Monday 20 December 2010

Ancestral vices

Pessimism. Malaise. A cloying sense of inevitability. The constant battle between what you hope for and what you feel will happen instead. Morale-sapping, mood-killing unremittingly dark thoughts. 

There are many reasons why people drink and, while I've felt all of the above keenly in recent times, none apply in my case when it comes to beer. I just genuinely enjoy the taste.

It could be that's an inherited trait too. Some months ago, I sat alone in a pub drinking and thinking, with only my Moleskine as company and it's astounding what cod theories find their way into your notebook in such circumstances.

One of these was inspired by a contributor to the Caught By The River site, one Jude Rogers, who has a regular column called Lines Made By Walking. I duly nicked this and called my theory Lines Made By Drinking.

For me, it's almost like the folk tales of beer. When I drink beer, I tap into my father, grandfather and their forebears. Their beer. What they wanted to block out or round off or blunt. The Eden they sought to gatecrash or stumble blindly across. This is my folk; my tradition. There is a line stretching back generations of disappointment and unfulfilled potential that I can follow more clearly through the dulling of my senses and hazy musing.

Whether or not this is a worthwhile pursuit is open to question, but in my book, it beats taking a depressant to cure depression any day of the week.
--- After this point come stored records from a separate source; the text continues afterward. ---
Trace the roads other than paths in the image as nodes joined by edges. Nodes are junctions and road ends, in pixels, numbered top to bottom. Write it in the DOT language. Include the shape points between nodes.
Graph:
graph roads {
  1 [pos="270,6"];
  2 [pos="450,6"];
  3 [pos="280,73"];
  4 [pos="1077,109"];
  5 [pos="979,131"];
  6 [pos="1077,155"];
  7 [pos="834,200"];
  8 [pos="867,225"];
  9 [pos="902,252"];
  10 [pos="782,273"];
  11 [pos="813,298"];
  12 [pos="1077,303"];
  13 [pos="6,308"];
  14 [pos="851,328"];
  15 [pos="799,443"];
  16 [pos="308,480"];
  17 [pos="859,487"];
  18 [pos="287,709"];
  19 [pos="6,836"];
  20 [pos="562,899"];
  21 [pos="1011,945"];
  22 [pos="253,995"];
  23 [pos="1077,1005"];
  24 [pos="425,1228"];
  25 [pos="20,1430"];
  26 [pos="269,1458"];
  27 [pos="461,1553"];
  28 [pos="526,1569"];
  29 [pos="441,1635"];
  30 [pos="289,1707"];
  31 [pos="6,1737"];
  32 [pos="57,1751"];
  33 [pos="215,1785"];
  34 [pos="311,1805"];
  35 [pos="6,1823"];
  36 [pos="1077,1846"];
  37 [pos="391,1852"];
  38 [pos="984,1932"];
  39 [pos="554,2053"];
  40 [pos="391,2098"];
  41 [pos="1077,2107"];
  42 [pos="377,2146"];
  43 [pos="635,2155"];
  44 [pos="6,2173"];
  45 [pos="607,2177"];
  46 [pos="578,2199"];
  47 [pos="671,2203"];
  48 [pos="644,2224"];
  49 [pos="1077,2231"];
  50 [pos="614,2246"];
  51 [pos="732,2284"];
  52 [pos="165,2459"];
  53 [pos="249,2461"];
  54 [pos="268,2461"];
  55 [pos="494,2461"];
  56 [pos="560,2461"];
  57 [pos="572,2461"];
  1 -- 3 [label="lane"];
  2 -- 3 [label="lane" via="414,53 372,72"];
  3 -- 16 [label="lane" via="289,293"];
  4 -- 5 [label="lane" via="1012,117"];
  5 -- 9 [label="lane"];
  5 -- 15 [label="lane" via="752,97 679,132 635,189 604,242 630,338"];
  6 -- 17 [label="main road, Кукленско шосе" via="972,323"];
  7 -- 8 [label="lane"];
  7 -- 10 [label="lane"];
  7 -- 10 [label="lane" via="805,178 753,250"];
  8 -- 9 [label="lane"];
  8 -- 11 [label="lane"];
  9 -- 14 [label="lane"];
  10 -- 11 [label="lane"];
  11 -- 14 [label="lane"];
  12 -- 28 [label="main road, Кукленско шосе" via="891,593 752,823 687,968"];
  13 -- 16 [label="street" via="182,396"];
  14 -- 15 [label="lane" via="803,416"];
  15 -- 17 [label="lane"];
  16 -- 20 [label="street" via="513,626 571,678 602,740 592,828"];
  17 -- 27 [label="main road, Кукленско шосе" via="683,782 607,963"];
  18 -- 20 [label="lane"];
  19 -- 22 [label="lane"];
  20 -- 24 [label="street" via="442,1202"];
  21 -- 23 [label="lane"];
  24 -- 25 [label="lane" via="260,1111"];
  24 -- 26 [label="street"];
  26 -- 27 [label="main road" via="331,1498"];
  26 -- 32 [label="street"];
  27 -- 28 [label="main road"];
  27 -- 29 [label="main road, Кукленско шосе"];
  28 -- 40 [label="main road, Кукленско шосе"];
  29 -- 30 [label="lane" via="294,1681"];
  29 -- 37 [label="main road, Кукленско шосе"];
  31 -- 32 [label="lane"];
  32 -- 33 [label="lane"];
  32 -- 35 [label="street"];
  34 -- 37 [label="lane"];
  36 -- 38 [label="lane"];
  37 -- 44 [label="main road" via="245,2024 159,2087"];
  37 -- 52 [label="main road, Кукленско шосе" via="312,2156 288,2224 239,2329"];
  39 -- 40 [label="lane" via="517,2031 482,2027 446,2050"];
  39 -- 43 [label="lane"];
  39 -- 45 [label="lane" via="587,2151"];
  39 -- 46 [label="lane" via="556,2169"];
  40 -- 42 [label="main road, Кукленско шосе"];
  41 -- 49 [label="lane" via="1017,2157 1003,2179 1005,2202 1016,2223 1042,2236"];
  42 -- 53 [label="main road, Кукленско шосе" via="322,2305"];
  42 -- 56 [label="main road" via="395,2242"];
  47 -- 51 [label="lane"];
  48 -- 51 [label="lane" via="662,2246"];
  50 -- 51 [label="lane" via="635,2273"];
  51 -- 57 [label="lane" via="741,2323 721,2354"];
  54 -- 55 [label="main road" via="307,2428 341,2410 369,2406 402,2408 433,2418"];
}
Beer: Hertog Jan Grand Prestige
Country: Belgium
Strength: A soporific, dulling 10%
Colour: Dark night with the dim, distant red glow of embers through thick fog
Smell: Sponge fingers soaked in neat vodka
Circumstance: Trying desperately to drum up some enthusiasm for the week ahead.
Tasting notes: Within moments, I feel like I'm being water-boarded with crusted port. Just a small sip multiplies in your mouth exponentially and you're gagging in seconds trying desperately to swallow yet desperate to maintain a grip on some of the flavour. About the latter, it becomes manifest there is nothing to concern you. Just as the sweet, fortified grapes have made their mark, a wave of sharp cherry tang washes it away. Once that's retreated, only the tingling, swishing, shingling of the retreating Morello tide remains. Genuinely sensational.
Drinkability: Amazing. This isn't a fruit beer, but it wields all the flavour and sharpness more commonly associated with them.
Gut reaction: Seems fine, but all that flavour and fortitude must extract a price.
Session factor: One day, I'll test this out, but my suspicion is I won't need that many.
Arbitrary score: 9.3

1 comment:

Mick Sheridan Upholstery said...

Regarding Dark Thoughts: Would thoroughly recommend 4 tins of Tanglefoot and 1 bottle of Spitfire (currently 1 pound a can at Tesco and 1 pound a bottle at Lidl) as a fully indulgent chemical night in. Especially for those with testing employers. Unless you don’t have to go to work tomorrow like.